Systematic Review on the Involvement of the Kynurenine Pathway in Stroke: Pre-clinical and Clinical Evidence.

Stroke is the second leading cause of death after ischemic heart disease and the third leading cause of disability-adjusted life-years lost worldwide. There is a great need for developing more effective strategies to treat stroke and its resulting impairments. Among several neuroprotective strategies tested so far, the kynurenine pathway (KP) seems to be promising, but the evidence is still sparse. Here, we performed a systematic review of preclinical and clinical studies evaluating the involvement of KP in stroke. We searched for the keywords: ("kynurenine" or "kynurenic acid" or "quinolinic acid") AND ("ischemia" or "stroke" or "occlusion) in the electronic databases PubMed, Scopus, and Embase.

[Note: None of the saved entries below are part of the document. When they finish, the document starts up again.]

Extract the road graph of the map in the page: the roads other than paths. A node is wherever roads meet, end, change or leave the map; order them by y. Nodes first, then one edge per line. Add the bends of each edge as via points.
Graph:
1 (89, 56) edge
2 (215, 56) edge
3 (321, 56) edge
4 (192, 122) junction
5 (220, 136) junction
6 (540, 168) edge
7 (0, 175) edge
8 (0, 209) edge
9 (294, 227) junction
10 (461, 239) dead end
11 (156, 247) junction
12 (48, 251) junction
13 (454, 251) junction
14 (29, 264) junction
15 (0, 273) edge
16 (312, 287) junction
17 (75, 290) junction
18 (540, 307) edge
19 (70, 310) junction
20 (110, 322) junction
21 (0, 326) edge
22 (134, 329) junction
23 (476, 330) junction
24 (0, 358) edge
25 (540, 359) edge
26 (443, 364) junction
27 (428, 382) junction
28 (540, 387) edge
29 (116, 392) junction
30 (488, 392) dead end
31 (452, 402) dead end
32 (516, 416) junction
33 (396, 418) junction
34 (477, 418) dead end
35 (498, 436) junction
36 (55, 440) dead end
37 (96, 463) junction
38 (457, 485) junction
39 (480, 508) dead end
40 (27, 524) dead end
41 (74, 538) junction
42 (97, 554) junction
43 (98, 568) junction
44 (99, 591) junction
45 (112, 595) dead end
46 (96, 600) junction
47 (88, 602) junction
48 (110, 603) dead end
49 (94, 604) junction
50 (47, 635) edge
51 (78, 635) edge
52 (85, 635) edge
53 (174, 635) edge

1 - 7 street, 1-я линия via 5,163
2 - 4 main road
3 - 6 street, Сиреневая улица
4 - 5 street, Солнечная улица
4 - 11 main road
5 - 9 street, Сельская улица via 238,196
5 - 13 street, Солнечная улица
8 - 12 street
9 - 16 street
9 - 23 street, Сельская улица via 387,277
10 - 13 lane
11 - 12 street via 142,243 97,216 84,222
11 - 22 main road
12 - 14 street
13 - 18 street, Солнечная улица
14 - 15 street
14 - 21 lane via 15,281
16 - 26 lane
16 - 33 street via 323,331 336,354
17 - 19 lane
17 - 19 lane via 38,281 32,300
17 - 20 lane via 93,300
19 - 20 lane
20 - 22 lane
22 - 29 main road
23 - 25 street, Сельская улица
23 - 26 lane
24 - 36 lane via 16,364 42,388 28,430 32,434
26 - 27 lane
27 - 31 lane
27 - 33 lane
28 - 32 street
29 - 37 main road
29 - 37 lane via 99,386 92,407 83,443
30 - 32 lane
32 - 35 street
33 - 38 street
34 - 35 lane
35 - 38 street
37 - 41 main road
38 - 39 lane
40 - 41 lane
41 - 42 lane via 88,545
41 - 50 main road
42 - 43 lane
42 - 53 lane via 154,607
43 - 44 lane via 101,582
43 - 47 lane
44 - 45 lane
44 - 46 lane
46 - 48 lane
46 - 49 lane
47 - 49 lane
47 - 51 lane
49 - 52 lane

A total of 1,130 papers was initially retrieved. After careful screening, forty-five studies were included in this systematic review, being 39 pre-clinical and six clinical studies. Despite different experimental models of cerebral ischemia, the results are concordant in implicating the KP in the pathophysiology of stroke. Preclinical evidence also suggests that treatment with kynurenine and KMO inhibitors decrease infarct size and improve behavioral and cognitive outcomes. Few studies have investigated the KP in human stroke, and results are consistent with the experimental findings that the KP is activated after stroke. Well-designed preclinical studies addressing the expression of KP enzymes and metabolites in specific cell types and their potential effects at cellular levels alongside more clinical studies are warranted to confirm the translational potential of this pathway as a pharmacological target for stroke and related complications.